## YOUR GOAL
Copy out each line of the data below in which "buttons" appears.
Start of RECORDS FOR THIS EXERCISE
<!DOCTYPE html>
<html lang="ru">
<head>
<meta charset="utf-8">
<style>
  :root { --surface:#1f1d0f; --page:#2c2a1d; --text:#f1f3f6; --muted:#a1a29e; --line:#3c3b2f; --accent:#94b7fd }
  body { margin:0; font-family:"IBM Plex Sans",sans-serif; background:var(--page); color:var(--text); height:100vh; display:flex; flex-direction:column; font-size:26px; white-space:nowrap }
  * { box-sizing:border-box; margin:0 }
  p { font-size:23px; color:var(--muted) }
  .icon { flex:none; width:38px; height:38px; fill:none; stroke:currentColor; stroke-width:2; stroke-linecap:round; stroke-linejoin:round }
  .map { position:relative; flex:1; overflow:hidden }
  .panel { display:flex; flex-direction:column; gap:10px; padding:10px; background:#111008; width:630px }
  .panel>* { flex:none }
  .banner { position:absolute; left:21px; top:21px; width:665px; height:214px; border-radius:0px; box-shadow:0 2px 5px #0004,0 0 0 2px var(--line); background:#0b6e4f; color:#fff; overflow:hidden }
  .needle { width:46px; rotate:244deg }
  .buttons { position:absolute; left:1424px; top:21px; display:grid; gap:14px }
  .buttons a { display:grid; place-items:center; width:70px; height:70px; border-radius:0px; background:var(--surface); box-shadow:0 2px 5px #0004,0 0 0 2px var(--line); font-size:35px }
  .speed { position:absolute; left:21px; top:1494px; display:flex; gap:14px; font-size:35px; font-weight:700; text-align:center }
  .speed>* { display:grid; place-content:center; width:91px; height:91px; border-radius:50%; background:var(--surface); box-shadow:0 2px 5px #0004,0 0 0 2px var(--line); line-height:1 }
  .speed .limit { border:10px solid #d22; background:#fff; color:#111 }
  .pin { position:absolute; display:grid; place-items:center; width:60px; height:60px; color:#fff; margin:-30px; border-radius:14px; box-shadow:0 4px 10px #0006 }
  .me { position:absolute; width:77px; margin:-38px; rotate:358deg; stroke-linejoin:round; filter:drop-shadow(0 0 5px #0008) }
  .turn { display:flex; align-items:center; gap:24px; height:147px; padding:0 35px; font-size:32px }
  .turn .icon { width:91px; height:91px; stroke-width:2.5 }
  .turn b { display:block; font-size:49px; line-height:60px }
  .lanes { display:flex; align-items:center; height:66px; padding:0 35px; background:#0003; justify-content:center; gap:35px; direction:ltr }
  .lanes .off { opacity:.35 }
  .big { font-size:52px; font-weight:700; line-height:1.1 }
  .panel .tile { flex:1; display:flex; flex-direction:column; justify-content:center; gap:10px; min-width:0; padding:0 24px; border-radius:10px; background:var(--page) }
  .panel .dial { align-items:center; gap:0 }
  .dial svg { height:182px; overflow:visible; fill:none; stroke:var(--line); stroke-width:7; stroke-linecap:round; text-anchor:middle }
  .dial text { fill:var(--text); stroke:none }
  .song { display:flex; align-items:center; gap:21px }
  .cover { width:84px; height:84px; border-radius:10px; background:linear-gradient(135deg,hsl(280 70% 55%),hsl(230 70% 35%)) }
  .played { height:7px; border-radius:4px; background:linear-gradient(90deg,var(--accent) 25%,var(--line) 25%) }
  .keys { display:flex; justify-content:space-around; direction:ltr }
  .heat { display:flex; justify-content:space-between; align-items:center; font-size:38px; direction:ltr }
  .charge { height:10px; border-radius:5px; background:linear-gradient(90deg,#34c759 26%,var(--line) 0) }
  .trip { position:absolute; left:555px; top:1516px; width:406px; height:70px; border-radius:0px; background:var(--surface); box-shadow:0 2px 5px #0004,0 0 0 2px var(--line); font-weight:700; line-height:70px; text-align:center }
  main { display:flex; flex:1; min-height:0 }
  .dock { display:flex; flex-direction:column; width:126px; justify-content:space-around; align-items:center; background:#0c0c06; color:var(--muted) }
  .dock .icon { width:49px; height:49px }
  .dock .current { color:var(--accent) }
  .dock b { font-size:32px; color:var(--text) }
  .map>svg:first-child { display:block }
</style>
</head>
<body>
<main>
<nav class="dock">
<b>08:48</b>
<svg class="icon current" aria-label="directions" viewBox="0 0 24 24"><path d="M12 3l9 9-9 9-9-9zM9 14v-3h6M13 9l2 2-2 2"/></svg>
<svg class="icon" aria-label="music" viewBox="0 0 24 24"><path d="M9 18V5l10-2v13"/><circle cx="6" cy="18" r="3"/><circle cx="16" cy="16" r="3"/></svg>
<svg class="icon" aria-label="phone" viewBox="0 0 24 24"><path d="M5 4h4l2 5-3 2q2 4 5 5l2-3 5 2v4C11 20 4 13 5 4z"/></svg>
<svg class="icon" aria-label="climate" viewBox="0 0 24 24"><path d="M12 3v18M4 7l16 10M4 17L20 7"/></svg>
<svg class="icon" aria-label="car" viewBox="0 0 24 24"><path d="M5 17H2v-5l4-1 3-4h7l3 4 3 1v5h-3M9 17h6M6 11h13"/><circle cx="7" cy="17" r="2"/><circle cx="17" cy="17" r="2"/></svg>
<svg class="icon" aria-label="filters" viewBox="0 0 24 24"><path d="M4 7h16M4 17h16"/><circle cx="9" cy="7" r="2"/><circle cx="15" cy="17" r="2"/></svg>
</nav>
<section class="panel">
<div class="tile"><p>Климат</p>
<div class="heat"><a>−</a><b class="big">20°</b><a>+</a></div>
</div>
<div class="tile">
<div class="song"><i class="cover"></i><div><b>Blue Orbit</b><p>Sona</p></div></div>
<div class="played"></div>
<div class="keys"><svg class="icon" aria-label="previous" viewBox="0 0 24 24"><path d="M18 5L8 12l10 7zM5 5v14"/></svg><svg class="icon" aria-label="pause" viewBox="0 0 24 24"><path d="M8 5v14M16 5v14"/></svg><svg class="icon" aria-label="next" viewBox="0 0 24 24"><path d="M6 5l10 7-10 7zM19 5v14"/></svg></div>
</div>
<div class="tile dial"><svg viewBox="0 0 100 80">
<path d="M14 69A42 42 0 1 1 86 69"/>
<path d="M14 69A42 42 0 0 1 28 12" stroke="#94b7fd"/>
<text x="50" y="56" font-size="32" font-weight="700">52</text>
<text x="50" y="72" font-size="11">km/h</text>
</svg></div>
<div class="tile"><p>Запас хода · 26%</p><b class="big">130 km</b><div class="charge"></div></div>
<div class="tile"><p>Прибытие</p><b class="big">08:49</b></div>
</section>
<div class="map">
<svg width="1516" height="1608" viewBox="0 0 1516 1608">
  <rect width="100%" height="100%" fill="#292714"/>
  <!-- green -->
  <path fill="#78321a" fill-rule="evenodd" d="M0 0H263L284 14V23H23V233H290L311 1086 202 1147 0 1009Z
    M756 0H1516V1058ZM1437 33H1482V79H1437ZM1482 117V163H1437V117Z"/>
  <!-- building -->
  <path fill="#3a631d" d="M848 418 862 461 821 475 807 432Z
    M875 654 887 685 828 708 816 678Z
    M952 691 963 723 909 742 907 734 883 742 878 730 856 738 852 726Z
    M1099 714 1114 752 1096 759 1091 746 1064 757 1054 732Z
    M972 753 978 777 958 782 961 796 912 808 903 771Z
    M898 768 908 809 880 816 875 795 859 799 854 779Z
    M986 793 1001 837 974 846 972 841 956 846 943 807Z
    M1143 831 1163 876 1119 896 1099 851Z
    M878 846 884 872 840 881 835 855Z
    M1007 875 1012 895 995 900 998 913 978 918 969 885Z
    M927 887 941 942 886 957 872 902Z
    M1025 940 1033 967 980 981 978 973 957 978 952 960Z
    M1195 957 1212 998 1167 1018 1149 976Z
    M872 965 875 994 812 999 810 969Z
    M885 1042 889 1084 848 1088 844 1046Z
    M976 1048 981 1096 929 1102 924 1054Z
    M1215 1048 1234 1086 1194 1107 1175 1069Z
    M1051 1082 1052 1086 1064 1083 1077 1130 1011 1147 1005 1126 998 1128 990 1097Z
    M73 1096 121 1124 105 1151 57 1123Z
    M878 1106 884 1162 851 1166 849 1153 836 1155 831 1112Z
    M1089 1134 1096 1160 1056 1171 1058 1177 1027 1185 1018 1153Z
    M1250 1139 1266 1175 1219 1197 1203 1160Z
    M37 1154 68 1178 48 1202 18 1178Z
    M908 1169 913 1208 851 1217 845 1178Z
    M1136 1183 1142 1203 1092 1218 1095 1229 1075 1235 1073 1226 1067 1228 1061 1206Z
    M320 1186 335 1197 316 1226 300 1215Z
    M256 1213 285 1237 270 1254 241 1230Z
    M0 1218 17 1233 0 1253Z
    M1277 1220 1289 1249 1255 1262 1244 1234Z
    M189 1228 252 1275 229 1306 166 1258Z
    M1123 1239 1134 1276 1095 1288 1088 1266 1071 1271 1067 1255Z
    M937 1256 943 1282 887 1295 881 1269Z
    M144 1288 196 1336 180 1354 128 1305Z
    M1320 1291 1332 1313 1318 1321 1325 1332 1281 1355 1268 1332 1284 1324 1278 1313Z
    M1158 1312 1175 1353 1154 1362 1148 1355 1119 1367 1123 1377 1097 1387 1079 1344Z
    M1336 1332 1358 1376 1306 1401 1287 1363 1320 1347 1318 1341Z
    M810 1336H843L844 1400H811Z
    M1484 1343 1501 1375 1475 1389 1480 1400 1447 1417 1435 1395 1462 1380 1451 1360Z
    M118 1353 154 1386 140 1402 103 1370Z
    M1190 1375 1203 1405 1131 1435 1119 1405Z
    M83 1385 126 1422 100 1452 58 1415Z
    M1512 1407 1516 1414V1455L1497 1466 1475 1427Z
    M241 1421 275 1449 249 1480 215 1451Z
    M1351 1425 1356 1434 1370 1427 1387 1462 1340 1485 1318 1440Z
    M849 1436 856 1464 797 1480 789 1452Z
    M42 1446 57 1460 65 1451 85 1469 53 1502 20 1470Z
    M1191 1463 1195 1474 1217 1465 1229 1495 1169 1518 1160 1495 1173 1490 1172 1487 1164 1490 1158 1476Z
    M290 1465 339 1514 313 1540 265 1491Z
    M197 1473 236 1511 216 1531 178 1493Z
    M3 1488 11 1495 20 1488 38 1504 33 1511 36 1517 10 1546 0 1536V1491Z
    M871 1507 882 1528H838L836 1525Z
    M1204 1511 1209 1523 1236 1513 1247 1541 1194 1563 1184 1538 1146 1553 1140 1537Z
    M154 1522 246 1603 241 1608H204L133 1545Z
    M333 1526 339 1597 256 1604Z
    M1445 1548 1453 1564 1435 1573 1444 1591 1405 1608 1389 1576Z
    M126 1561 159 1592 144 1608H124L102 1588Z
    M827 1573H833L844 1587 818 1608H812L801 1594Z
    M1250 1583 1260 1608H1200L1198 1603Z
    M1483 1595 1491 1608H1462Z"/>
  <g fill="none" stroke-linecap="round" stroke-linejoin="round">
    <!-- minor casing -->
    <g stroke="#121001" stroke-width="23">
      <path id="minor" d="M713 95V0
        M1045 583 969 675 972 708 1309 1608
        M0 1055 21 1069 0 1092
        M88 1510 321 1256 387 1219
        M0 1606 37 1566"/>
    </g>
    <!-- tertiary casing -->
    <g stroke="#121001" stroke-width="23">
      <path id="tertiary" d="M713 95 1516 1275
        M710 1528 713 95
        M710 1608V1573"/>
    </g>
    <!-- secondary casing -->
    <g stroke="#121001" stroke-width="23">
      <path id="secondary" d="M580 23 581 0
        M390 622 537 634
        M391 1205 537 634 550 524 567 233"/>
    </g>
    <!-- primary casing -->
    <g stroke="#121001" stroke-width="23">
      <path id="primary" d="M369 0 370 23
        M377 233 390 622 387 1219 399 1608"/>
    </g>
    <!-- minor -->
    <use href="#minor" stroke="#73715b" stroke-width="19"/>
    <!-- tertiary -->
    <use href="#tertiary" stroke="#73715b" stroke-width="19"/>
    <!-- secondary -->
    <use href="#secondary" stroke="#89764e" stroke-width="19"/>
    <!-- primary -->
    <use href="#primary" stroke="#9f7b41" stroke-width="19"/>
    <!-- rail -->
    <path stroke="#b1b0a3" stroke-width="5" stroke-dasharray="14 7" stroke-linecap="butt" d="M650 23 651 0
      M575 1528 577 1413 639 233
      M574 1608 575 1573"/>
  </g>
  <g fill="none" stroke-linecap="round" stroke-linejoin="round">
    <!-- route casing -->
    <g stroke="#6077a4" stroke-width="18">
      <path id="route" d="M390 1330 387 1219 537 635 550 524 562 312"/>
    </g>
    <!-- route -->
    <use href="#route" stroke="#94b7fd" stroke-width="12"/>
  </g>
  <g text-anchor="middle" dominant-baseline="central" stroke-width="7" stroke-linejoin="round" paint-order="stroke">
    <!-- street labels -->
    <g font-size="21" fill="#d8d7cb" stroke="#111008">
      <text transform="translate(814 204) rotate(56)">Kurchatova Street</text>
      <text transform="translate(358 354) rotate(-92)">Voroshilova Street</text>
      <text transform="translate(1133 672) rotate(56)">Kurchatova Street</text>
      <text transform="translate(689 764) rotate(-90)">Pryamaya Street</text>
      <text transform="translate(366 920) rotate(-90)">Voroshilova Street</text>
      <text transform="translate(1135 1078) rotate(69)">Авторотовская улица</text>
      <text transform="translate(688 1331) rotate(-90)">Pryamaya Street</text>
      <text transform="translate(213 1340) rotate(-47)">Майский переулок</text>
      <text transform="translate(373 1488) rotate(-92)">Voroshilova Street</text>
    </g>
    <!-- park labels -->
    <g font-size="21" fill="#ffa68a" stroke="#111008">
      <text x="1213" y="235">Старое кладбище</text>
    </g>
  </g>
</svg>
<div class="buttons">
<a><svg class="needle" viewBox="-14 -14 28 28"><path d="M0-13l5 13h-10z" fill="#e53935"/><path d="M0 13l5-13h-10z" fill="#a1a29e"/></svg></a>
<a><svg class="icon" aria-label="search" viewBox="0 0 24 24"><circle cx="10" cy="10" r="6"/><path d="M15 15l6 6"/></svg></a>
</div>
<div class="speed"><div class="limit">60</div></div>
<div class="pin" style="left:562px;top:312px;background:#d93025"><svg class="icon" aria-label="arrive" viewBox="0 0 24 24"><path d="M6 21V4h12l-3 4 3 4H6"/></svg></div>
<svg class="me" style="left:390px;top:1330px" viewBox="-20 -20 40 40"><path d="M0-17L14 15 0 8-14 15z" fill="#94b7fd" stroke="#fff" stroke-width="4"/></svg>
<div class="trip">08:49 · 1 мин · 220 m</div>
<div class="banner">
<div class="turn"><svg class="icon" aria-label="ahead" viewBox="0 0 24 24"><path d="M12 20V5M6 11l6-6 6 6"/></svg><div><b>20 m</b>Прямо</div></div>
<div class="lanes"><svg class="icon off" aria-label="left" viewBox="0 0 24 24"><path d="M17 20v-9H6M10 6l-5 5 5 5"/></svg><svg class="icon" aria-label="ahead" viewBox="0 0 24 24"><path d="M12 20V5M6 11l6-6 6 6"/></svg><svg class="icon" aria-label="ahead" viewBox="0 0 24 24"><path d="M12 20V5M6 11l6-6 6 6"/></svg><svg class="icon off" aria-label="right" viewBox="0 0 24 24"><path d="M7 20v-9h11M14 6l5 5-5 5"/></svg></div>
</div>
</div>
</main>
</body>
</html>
End of RECORDS FOR THIS EXERCISE
## RESPONSE TO THE TASK
  .buttons { position:absolute; left:1424px; top:21px; display:grid; gap:14px }
  .buttons a { display:grid; place-items:center; width:70px; height:70px; border-radius:0px; background:var(--surface); box-shadow:0 2px 5px #0004,0 0 0 2px var(--line); font-size:35px }
<div class="buttons">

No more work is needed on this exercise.